A registered agent is an essential component of your limited liability company (LLC). In fact, one of the requirements for setting up an LLC is designating a registered agent, and not doing so can bring serious consequences.
A registered agent is a person or company who can accept mail and important legal notifications from the government, as well as from anyone who tries to sue your LLC. The registered agent must be someone physically in the state with a physical address—not a post office box—who can receive mail and personal service.
Learn about the penalties involved if you skip the important step of designating a registered agent.
What Is The Penalty for Not Having a Registered Agent?
If your LLC fails to designate a registered agent, the first problem you will face is that you won't even be able to register your LLC with the state to get it started. Naming a registered agent is a requirement on the form you must file, and the state won't accept it without a named registered agent.
If you do name a registered agent, but that person no longer fills the role, such as an employee who leaves the company or a registered agent company that has gone out of business or no longer represents you, you face financial consequences.
Cynthia Flynn of Hackler Flynn & Associates, APC in Pasadena, California, warns, "States impose fines and penalties on companies that don't comply with the LLC requirements."
John R. O'Brien PC in Washington, D.C., points out that to avoid this kind of situation, "It is essential to notify the Secretary of State when the registered agent leaves the company if they're an employee, and designate someone else to take his/her place."
The Legal Implications of Operating Without a Registered Agent?

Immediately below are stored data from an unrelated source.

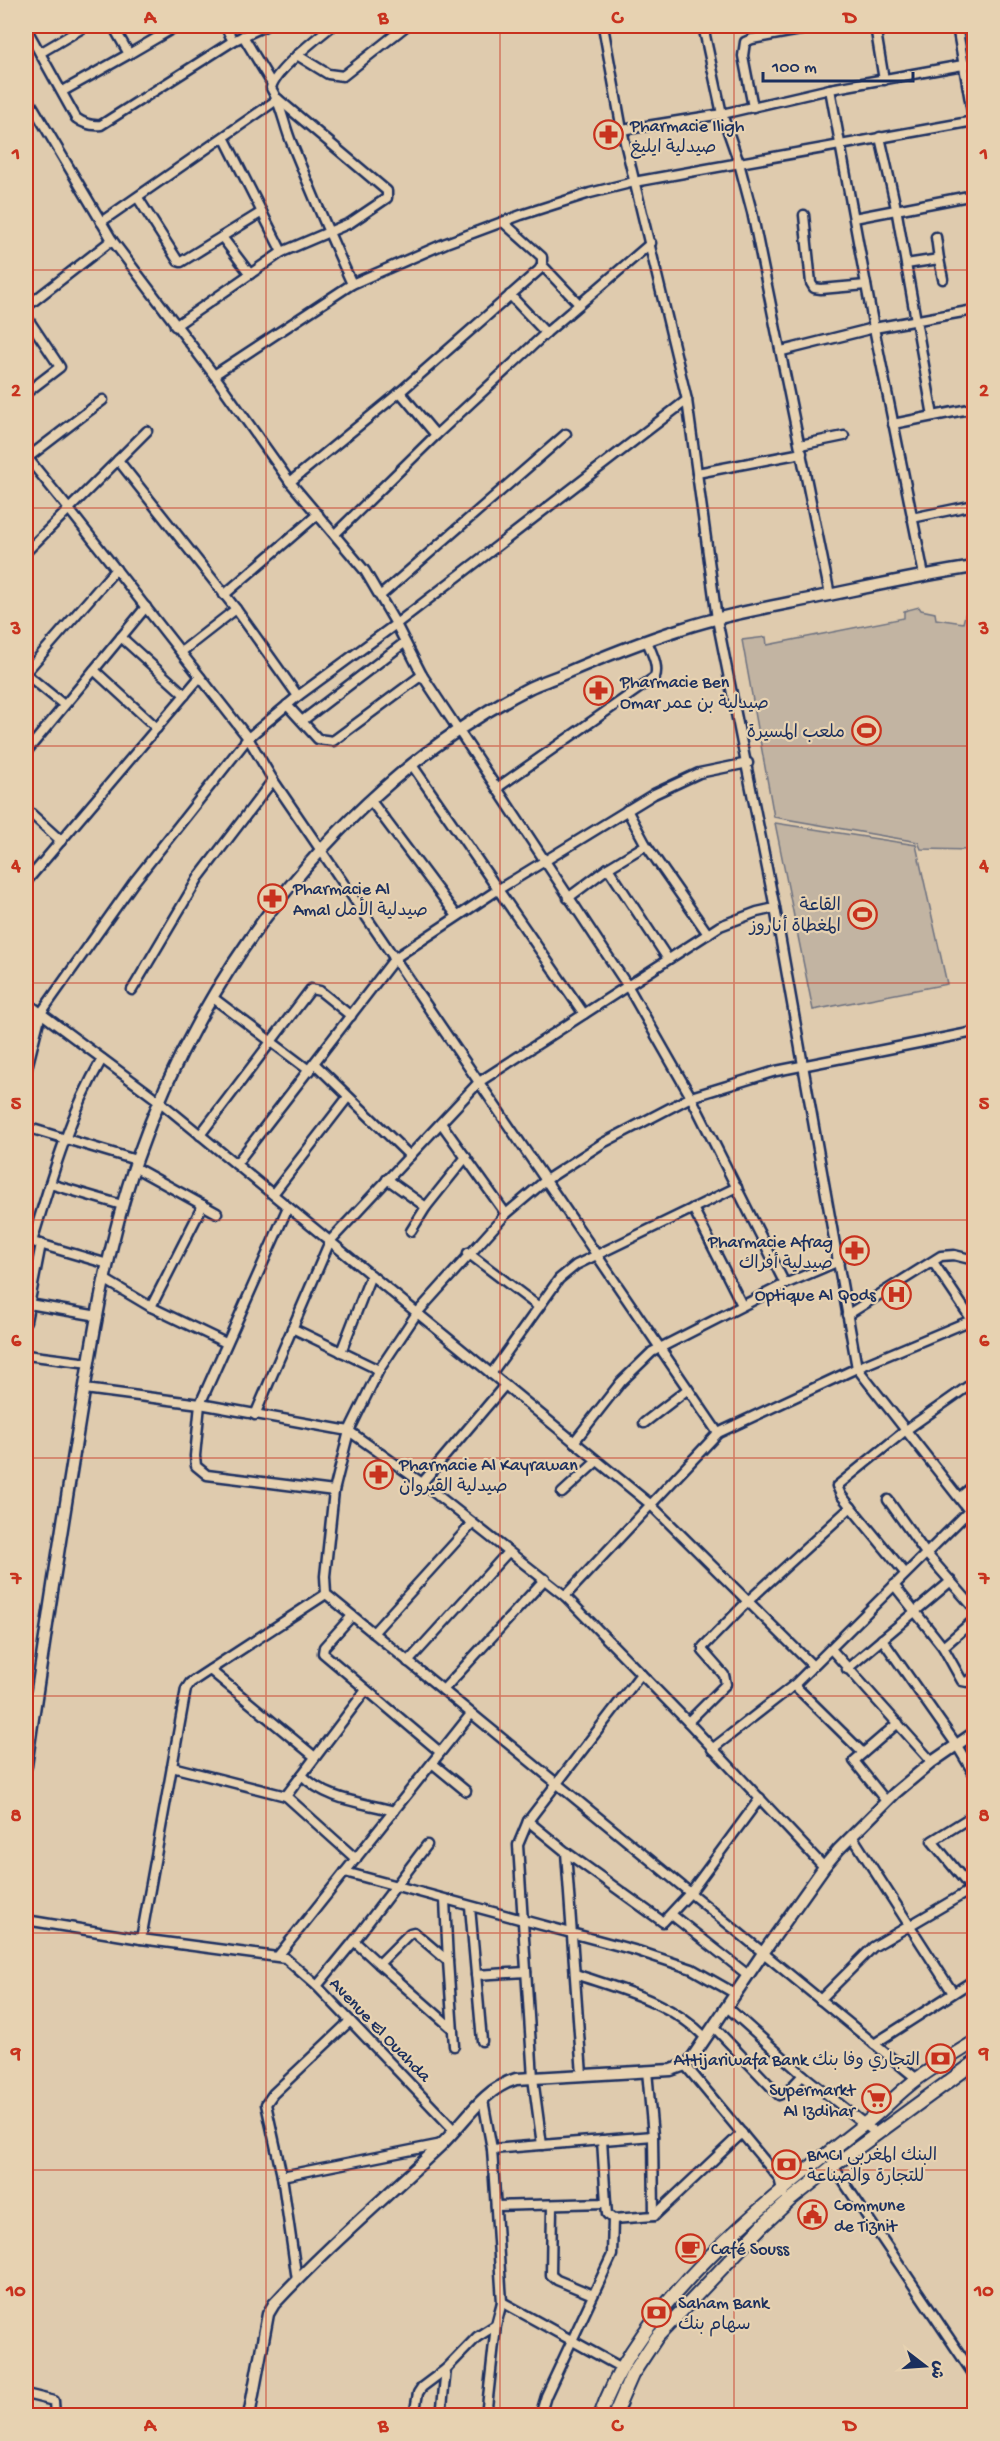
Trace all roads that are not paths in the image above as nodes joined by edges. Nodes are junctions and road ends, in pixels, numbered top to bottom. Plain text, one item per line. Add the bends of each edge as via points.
1 (86, 26) edge
2 (114, 26) edge
3 (177, 26) edge
4 (225, 26) edge
5 (265, 26) edge
6 (332, 26) edge
7 (406, 26) edge
8 (603, 26) edge
9 (703, 26) edge
10 (822, 26) edge
11 (875, 26) edge
12 (957, 26) edge
13 (26, 28) edge
14 (243, 36) junction
15 (233, 41) junction
16 (40, 53) junction
17 (129, 54) junction
18 (297, 55) junction
19 (975, 63) edge
20 (965, 66) junction
21 (885, 80) junction
22 (272, 84) junction
23 (830, 89) junction
24 (63, 91) junction
25 (26, 95) edge
26 (278, 99) junction
27 (753, 107) junction
28 (722, 114) junction
29 (974, 122) edge
30 (622, 130) junction
31 (224, 137) junction
32 (880, 137) junction
33 (841, 144) junction
34 (739, 163) junction
35 (634, 182) junction
36 (975, 195) edge
37 (138, 198) junction
38 (896, 208) junction
39 (262, 212) junction
40 (804, 215) dead end
41 (854, 218) junction
42 (101, 222) junction
43 (503, 222) junction
44 (328, 232) junction
45 (222, 237) junction
46 (936, 237) dead end
47 (112, 240) junction
48 (651, 243) junction
49 (282, 252) junction
50 (939, 259) junction
51 (906, 264) junction
52 (542, 265) junction
53 (250, 274) junction
54 (943, 279) dead end
55 (352, 284) junction
56 (866, 285) junction
57 (510, 296) junction
58 (579, 304) junction
59 (26, 307) edge
60 (975, 310) edge
61 (26, 316) edge
62 (916, 320) junction
63 (175, 326) junction
64 (874, 328) junction
65 (546, 333) junction
66 (782, 351) junction
67 (214, 375) junction
68 (400, 392) junction
69 (26, 393) edge
70 (103, 400) dead end
71 (687, 400) junction
72 (973, 408) edge
73 (933, 416) junction
74 (893, 424) junction
75 (975, 424) edge
76 (147, 431) dead end
77 (566, 434) dead end
78 (436, 435) junction
79 (844, 436) dead end
80 (801, 449) junction
81 (26, 458) edge
82 (118, 460) junction
83 (697, 473) junction
84 (290, 482) junction
85 (975, 505) edge
86 (68, 508) junction
87 (318, 514) junction
88 (912, 518) junction
89 (335, 534) junction
90 (27, 548) edge
91 (975, 567) edge
92 (116, 569) junction
93 (924, 575) junction
94 (224, 595) junction
95 (830, 595) junction
96 (380, 596) junction
97 (146, 607) junction
98 (236, 609) junction
99 (717, 618) junction
100 (396, 624) junction
101 (121, 637) junction
102 (646, 640) junction
103 (404, 643) junction
104 (182, 652) junction
105 (94, 670) junction
106 (26, 673) edge
107 (422, 675) junction
108 (201, 676) junction
109 (184, 695) junction
110 (298, 696) junction
111 (64, 705) junction
112 (287, 705) junction
113 (302, 722) junction
114 (157, 728) junction
115 (459, 731) junction
116 (248, 738) junction
117 (26, 752) edge
118 (748, 763) junction
119 (412, 765) junction
120 (273, 780) junction
121 (497, 788) junction
122 (371, 801) junction
123 (26, 809) edge
124 (627, 810) junction
125 (61, 841) junction
126 (646, 845) junction
127 (321, 850) junction
128 (546, 860) junction
129 (608, 868) junction
130 (26, 882) edge
131 (499, 889) junction
132 (568, 898) junction
133 (775, 908) junction
134 (457, 916) junction
135 (708, 934) junction
136 (395, 958) junction
137 (669, 958) junction
138 (627, 985) junction
139 (132, 990) dead end
140 (213, 997) junction
141 (26, 1002) edge
142 (584, 1014) junction
143 (40, 1015) junction
144 (351, 1017) junction
145 (26, 1021) edge
146 (975, 1032) edge
147 (271, 1040) junction
148 (102, 1059) junction
149 (804, 1066) junction
150 (312, 1067) junction
151 (26, 1072) edge
152 (479, 1082) junction
153 (348, 1096) junction
154 (691, 1097) junction
155 (159, 1101) junction
156 (441, 1123) junction
157 (26, 1127) edge
158 (200, 1135) junction
159 (65, 1139) junction
160 (410, 1156) junction
161 (466, 1157) junction
162 (135, 1163) junction
163 (236, 1164) junction
164 (387, 1179) junction
165 (546, 1180) junction
166 (50, 1184) junction
167 (737, 1187) junction
168 (273, 1194) junction
169 (122, 1205) junction
170 (203, 1205) junction
171 (288, 1207) junction
172 (426, 1207) junction
173 (693, 1208) junction
174 (217, 1213) dead end
175 (506, 1214) junction
176 (411, 1231) dead end
177 (330, 1241) junction
178 (33, 1242) edge
179 (468, 1253) junction
180 (596, 1254) junction
181 (975, 1260) edge
182 (839, 1261) junction
183 (933, 1262) junction
184 (108, 1264) junction
185 (371, 1275) junction
186 (104, 1279) junction
187 (785, 1284) junction
188 (29, 1304) junction
189 (742, 1305) junction
190 (150, 1306) junction
191 (539, 1307) junction
192 (417, 1313) junction
193 (846, 1315) junction
194 (98, 1316) junction
195 (973, 1319) edge
196 (26, 1321) edge
197 (292, 1328) junction
198 (226, 1343) junction
199 (659, 1347) junction
200 (341, 1352) junction
201 (26, 1355) edge
202 (89, 1363) junction
203 (857, 1368) junction
204 (379, 1370) junction
205 (491, 1374) junction
206 (975, 1382) edge
207 (505, 1385) junction
208 (85, 1389) junction
209 (688, 1389) junction
210 (200, 1404) junction
211 (255, 1415) junction
212 (644, 1423) dead end
213 (906, 1430) junction
214 (349, 1431) junction
215 (718, 1433) junction
216 (574, 1442) junction
217 (597, 1461) junction
218 (422, 1483) junction
219 (975, 1485) edge
220 (334, 1491) junction
221 (562, 1493) dead end
222 (960, 1497) junction
223 (888, 1500) dead end
224 (650, 1504) junction
225 (851, 1507) junction
226 (972, 1514) edge
227 (472, 1524) junction
228 (508, 1552) junction
229 (926, 1552) junction
230 (905, 1573) junction
231 (544, 1578) junction
232 (951, 1581) junction
233 (894, 1586) junction
234 (326, 1594) junction
235 (566, 1596) junction
236 (747, 1602) junction
237 (975, 1608) edge
238 (916, 1611) junction
239 (352, 1616) junction
240 (975, 1620) edge
241 (373, 1633) junction
242 (882, 1639) junction
243 (943, 1647) junction
244 (831, 1649) junction
245 (408, 1662) junction
246 (812, 1665) junction
247 (847, 1668) junction
248 (210, 1670) junction
249 (641, 1674) junction
250 (975, 1676) edge
251 (794, 1685) junction
252 (366, 1690) junction
253 (443, 1690) junction
254 (471, 1714) junction
255 (688, 1722) junction
256 (898, 1723) junction
257 (975, 1733) edge
258 (956, 1744) junction
259 (712, 1749) junction
260 (440, 1752) junction
261 (863, 1753) junction
262 (315, 1757) junction
263 (932, 1762) junction
264 (432, 1763) junction
265 (26, 1766) edge
266 (172, 1767) junction
267 (975, 1774) edge
268 (302, 1775) junction
269 (556, 1783) junction
270 (466, 1791) dead end
271 (286, 1796) junction
272 (760, 1798) junction
273 (886, 1801) junction
274 (394, 1810) junction
275 (975, 1815) edge
276 (528, 1821) junction
277 (852, 1836) junction
278 (427, 1845) dead end
279 (566, 1852) junction
280 (356, 1859) junction
281 (824, 1867) junction
282 (345, 1872) junction
283 (394, 1887) junction
284 (973, 1890) edge
285 (690, 1893) junction
286 (445, 1900) junction
287 (470, 1907) junction
288 (672, 1915) junction
289 (26, 1920) edge
290 (522, 1920) junction
291 (910, 1924) junction
292 (573, 1932) junction
293 (141, 1939) junction
294 (354, 1941) junction
295 (763, 1953) junction
296 (278, 1956) junction
297 (448, 1961) junction
298 (379, 1964) junction
299 (526, 1972) junction
300 (575, 1974) junction
301 (476, 1975) junction
302 (748, 1975) junction
303 (975, 1980) edge
304 (317, 1986) junction
305 (953, 1992) junction
306 (736, 1994) junction
307 (820, 2000) junction
308 (727, 2007) junction
309 (350, 2022) junction
310 (714, 2027) junction
311 (453, 2029) junction
312 (706, 2038) junction
313 (482, 2041) dead end
314 (975, 2042) edge
315 (874, 2044) junction
316 (454, 2046) dead end
317 (949, 2058) junction
318 (975, 2062) edge
319 (685, 2065) junction
320 (647, 2071) junction
321 (958, 2073) junction
322 (582, 2075) junction
323 (803, 2075) junction
324 (533, 2078) junction
325 (917, 2079) junction
326 (483, 2100) junction
327 (865, 2124) junction
328 (455, 2131) junction
329 (742, 2133) junction
330 (877, 2134) junction
331 (653, 2136) junction
332 (602, 2140) junction
333 (442, 2144) junction
334 (542, 2145) junction
335 (492, 2149) junction
336 (833, 2166) junction
337 (282, 2176) junction
338 (784, 2183) junction
339 (799, 2193) junction
340 (789, 2201) junction
341 (606, 2203) junction
342 (552, 2205) junction
343 (496, 2206) junction
344 (654, 2216) junction
345 (613, 2219) junction
346 (297, 2280) junction
347 (593, 2295) junction
348 (502, 2302) junction
349 (495, 2325) junction
350 (572, 2341) junction
351 (620, 2367) junction
352 (446, 2369) junction
353 (975, 2375) edge
354 (26, 2394) edge
355 (55, 2415) edge
356 (249, 2415) edge
357 (414, 2415) edge
358 (441, 2415) edge
359 (486, 2415) edge
360 (540, 2415) edge
361 (600, 2415) edge
362 (614, 2415) edge

1 - 16 street
2 - 17 street
3 - 17 street
4 - 15 street
5 - 14 street
6 - 18 street
7 - 18 street via 343,76 328,74
8 - 30 street
9 - 28 street
10 - 27 street via 745,42 743,56
11 - 21 street
12 - 20 street
13 - 16 street
14 - 15 street
14 - 22 street
15 - 24 street via 101,125 87,125 76,118
16 - 24 street
17 - 24 street
18 - 22 street
19 - 20 street
20 - 21 street
20 - 29 street
21 - 23 street
22 - 26 street
23 - 27 street
23 - 33 street
25 - 42 street
26 - 31 street
26 - 44 street via 289,137
26 - 44 street via 387,191 383,203
27 - 28 street
28 - 30 street
28 - 34 street
29 - 32 street
30 - 35 street
31 - 37 street
31 - 39 street
32 - 33 street
32 - 38 street
33 - 34 street
33 - 41 street
34 - 35 street
34 - 66 street
35 - 43 street
35 - 48 street
36 - 38 street
37 - 42 street
37 - 45 street via 179,261 184,262
38 - 41 street
38 - 51 street
39 - 45 street
39 - 49 street
40 - 56 street via 814,288
41 - 56 street
42 - 47 street
43 - 52 street via 542,257
43 - 55 street
44 - 49 street
44 - 55 street
45 - 53 street
46 - 50 street
47 - 59 street
47 - 63 street
48 - 58 street
48 - 71 street
49 - 53 street
50 - 51 street
50 - 54 street
51 - 62 street
52 - 57 street
52 - 58 street
53 - 63 street
55 - 67 street
56 - 64 street
57 - 65 street
57 - 68 street
58 - 65 street
60 - 62 street
61 - 69 street via 60,367
62 - 64 street
62 - 73 street
63 - 67 street
64 - 66 street
64 - 74 street
65 - 78 street
66 - 80 street
67 - 84 street
68 - 78 street
68 - 84 street
70 - 81 street
71 - 83 street
71 - 100 street
72 - 73 street
72 - 75 street
73 - 74 street
74 - 88 street
76 - 82 street
77 - 96 street
78 - 89 street
79 - 80 street
80 - 83 street
80 - 95 street
81 - 86 street
82 - 86 street
82 - 94 street
83 - 99 street
84 - 87 street
85 - 88 street
86 - 90 street
86 - 92 street
87 - 89 street
87 - 94 street
88 - 93 street
89 - 96 street
91 - 93 street
92 - 97 street
92 - 106 street
93 - 95 street
94 - 98 street
95 - 99 street
96 - 100 street
97 - 101 street
97 - 104 street
98 - 104 street
98 - 110 street
99 - 102 street
99 - 118 street
100 - 103 street
100 - 110 street
101 - 105 street
101 - 109 street
102 - 115 street via 531,687
102 - 121 street via 655,663 655,677
103 - 107 street
103 - 113 street
104 - 108 street
105 - 111 street
105 - 114 street
106 - 111 street
107 - 113 street via 333,741 318,739
107 - 115 street
108 - 109 street
108 - 116 street
109 - 114 street
110 - 112 street
111 - 117 street
112 - 113 street
112 - 116 street
114 - 125 street
115 - 119 street
115 - 121 street
116 - 120 street
116 - 143 street via 135,882
118 - 124 street via 699,772
118 - 133 street
119 - 122 street
119 - 131 street
120 - 127 street
120 - 139 street via 199,877
121 - 128 street
122 - 127 street
122 - 134 street
123 - 125 street
124 - 126 street
124 - 128 street
125 - 130 street
126 - 129 street
126 - 135 street
127 - 136 street
127 - 140 street via 283,894
128 - 131 street
128 - 132 street
129 - 132 street
129 - 137 street
131 - 134 street
131 - 142 street
132 - 138 street
133 - 135 street via 736,919
133 - 149 street
134 - 136 street
135 - 137 street
136 - 144 street
136 - 152 street
137 - 138 street
138 - 142 street
138 - 154 street
140 - 147 street
140 - 155 street
141 - 143 street
142 - 152 street
143 - 145 street
143 - 148 street
143 - 151 street
144 - 147 street via 320,991 311,989
144 - 150 street
146 - 149 street
147 - 150 street
147 - 158 street
148 - 155 street
148 - 159 street
149 - 154 street
149 - 182 street
150 - 153 street
150 - 163 street
152 - 156 street
152 - 165 street
153 - 160 street
153 - 168 street
154 - 165 street via 603,1143
154 - 167 street
155 - 158 street
155 - 162 street
156 - 160 street
156 - 161 street
157 - 159 street
158 - 163 street
159 - 162 street
159 - 166 street
160 - 164 street
161 - 172 street
161 - 175 street
162 - 169 street
162 - 170 street
163 - 168 street
164 - 172 street
164 - 177 street
165 - 175 street
165 - 180 street
166 - 169 street
166 - 178 street
167 - 173 street
167 - 187 street
168 - 171 street
169 - 184 street
170 - 174 street
170 - 190 street
171 - 177 street
171 - 198 street
172 - 176 street
173 - 180 street
173 - 189 street
175 - 179 street
177 - 185 street
177 - 197 street
178 - 184 street
178 - 188 street
179 - 191 street
179 - 192 street
180 - 191 street via 564,1275
180 - 199 street
181 - 183 street via 947,1255
182 - 187 street
182 - 193 street
183 - 193 street
183 - 195 street
184 - 186 street
185 - 192 street
185 - 200 street
186 - 190 street
186 - 194 street
187 - 189 street
188 - 194 street
188 - 196 street
189 - 199 street
190 - 198 street
191 - 205 street
192 - 204 street
192 - 205 street
193 - 203 street
194 - 202 street
195 - 203 street
197 - 200 street
197 - 211 street
198 - 210 street
199 - 209 street
199 - 216 street via 621,1382
200 - 204 street
201 - 202 street
202 - 208 street
203 - 213 street
203 - 215 street
204 - 214 street
205 - 207 street
206 - 213 street
207 - 216 street
207 - 218 street
208 - 210 street
208 - 265 street
209 - 212 street
209 - 215 street
210 - 211 street
210 - 220 street via 195,1456 201,1472
211 - 214 street
213 - 222 street
213 - 225 street via 838,1483 837,1489
214 - 218 street
214 - 220 street
215 - 224 street
216 - 217 street
217 - 221 street
217 - 224 street
218 - 227 street
219 - 222 street
220 - 234 street
222 - 226 street
223 - 229 street
224 - 235 street
224 - 236 street
225 - 230 street
225 - 236 street
226 - 229 street
227 - 228 street
227 - 241 street
228 - 231 street
228 - 245 street
229 - 230 street
229 - 232 street
230 - 233 street
231 - 235 street
231 - 253 street
232 - 237 street
232 - 238 street
233 - 238 street
233 - 244 street
234 - 239 street
234 - 248 street
235 - 249 street
236 - 246 street
236 - 255 street via 702,1649 724,1675 726,1684
238 - 242 street
238 - 243 street
239 - 241 street
239 - 252 street via 322,1653
240 - 243 street
241 - 245 street
242 - 247 street
242 - 258 street
243 - 250 street via 962,1681
244 - 246 street
244 - 247 street
245 - 253 street
246 - 251 street
247 - 256 street
248 - 262 street
248 - 266 street via 186,1689
249 - 255 street
249 - 269 street
251 - 259 street
251 - 261 street
252 - 260 street
252 - 262 street
253 - 254 street
254 - 260 street
254 - 269 street
255 - 259 street
256 - 261 street
256 - 263 street
257 - 258 street
258 - 263 street
258 - 267 street
259 - 272 street
260 - 264 street
261 - 273 street via 854,1763
262 - 268 street
263 - 273 street
264 - 270 street
264 - 274 street
266 - 271 street
266 - 293 street
268 - 271 street
268 - 274 street via 328,1794
269 - 276 street
269 - 285 street
271 - 280 street
272 - 281 street
272 - 285 street
273 - 277 street
274 - 280 street
275 - 284 street via 932,1840
276 - 279 street
276 - 290 street via 518,1845
277 - 281 street
277 - 291 street
278 - 283 street
279 - 288 street via 660,1921 665,1922
279 - 292 street
280 - 282 street
281 - 295 street
282 - 283 street
282 - 296 street
283 - 286 street
283 - 294 street
284 - 291 street
285 - 288 street
285 - 295 street
286 - 287 street
286 - 297 street
287 - 290 street
287 - 301 street
288 - 302 street
289 - 293 street
290 - 292 street
290 - 299 street
291 - 305 street
291 - 307 street via 864,1954
292 - 300 street
292 - 306 street via 681,1965
293 - 296 street
294 - 298 street
294 - 304 street
295 - 302 street
295 - 307 street
296 - 304 street, Avenue El Ouahda via 293,1963
297 - 298 street via 411,1932
297 - 311 street
298 - 311 street
299 - 301 street
299 - 324 street
300 - 312 street via 663,2005
300 - 322 street
301 - 313 street
302 - 306 street
303 - 305 street
304 - 309 street, Avenue El Ouahda
305 - 315 street
306 - 308 street
307 - 315 street
308 - 310 street
308 - 323 street
309 - 328 street, Avenue El Ouahda
309 - 337 street via 269,2099 266,2110
310 - 312 street
310 - 323 street via 779,2095
311 - 316 street
312 - 319 street
314 - 317 main road
315 - 325 street
317 - 321 main road
317 - 325 main road
318 - 321 main road
319 - 320 street
319 - 329 street
320 - 322 street
320 - 331 street
321 - 330 main road
322 - 324 street
323 - 327 street
324 - 326 street via 505,2082
324 - 334 street
325 - 327 main road
326 - 328 street
326 - 335 street
327 - 330 street
327 - 338 main road
328 - 333 street
329 - 338 street
329 - 344 street
330 - 336 main road
331 - 332 street
331 - 344 street
332 - 334 street
332 - 341 street
333 - 337 street
333 - 346 street
334 - 335 street
335 - 343 street
336 - 339 main road
336 - 353 street
337 - 346 street
338 - 339 street
338 - 340 street
338 - 351 main road via 685,2284 645,2330
339 - 340 main road
340 - 362 main road via 657,2337 632,2375
341 - 342 street
341 - 345 street via 607,2214
342 - 343 street
342 - 347 street via 551,2275
343 - 348 street
344 - 345 street
345 - 347 street via 612,2255
346 - 356 street via 268,2314
347 - 350 street
348 - 349 street
348 - 350 street
349 - 352 street via 477,2337
349 - 359 street
350 - 351 street
350 - 360 street
351 - 361 main road
352 - 357 street via 422,2387
352 - 358 street
354 - 355 street via 54,2400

Because the registered agent accepts important notifications on behalf of your LLC, if you don't have a registered agent, or one who is available, this means that your LLC misses out on legal notices about things you need to know, such as notifications from the IRS or your state tax department.
There are even bigger concerns to consider, though. Flynn says, "If you do not have a registered agent to receive litigation documents, including a complaint, a process server (the person who delivers court documents and notices of lawsuits) may try to serve your LLC through the Secretary of State. If this continues to be unsuccessful, the court case can proceed without your knowledge. Often, the case will lead to a default judgment against the LLC."
If this happens, you wouldn't have a chance to defend yourself at all in a lawsuit because you didn't even know about it.
Going Without a Registered Agent Could End Your Business
Failing to maintain a registered agent can ultimately lead to your business being completely shut down. The state can suspend your permission to conduct business and remove it from good standing. This may mean your business:
- can't expand into more states
- is blocked from file lawsuits
- won't get the financing you need to expand
Flynn warns that, additionally, "Once a business loses its good standing status, it risks losing the right to use its name in the state. As a result, other companies may be able to acquire the rights to its name." So even if you do take corrective measures and refile, your business name may be gone.
Once your LLC has been dissolved, if you continue to do business, you then become personally at risk. Rajeh A. Saadeh of The Law Office of Rajeh A. Saadeh, L.L.C. in Somerville, New Jersey, explains, "If business is conducted notwithstanding, then personal liability can follow to the members as there is no valid LLC shield."
Ensuring that you name a registered agent who is available and will do their job will protect your LLC from difficulties.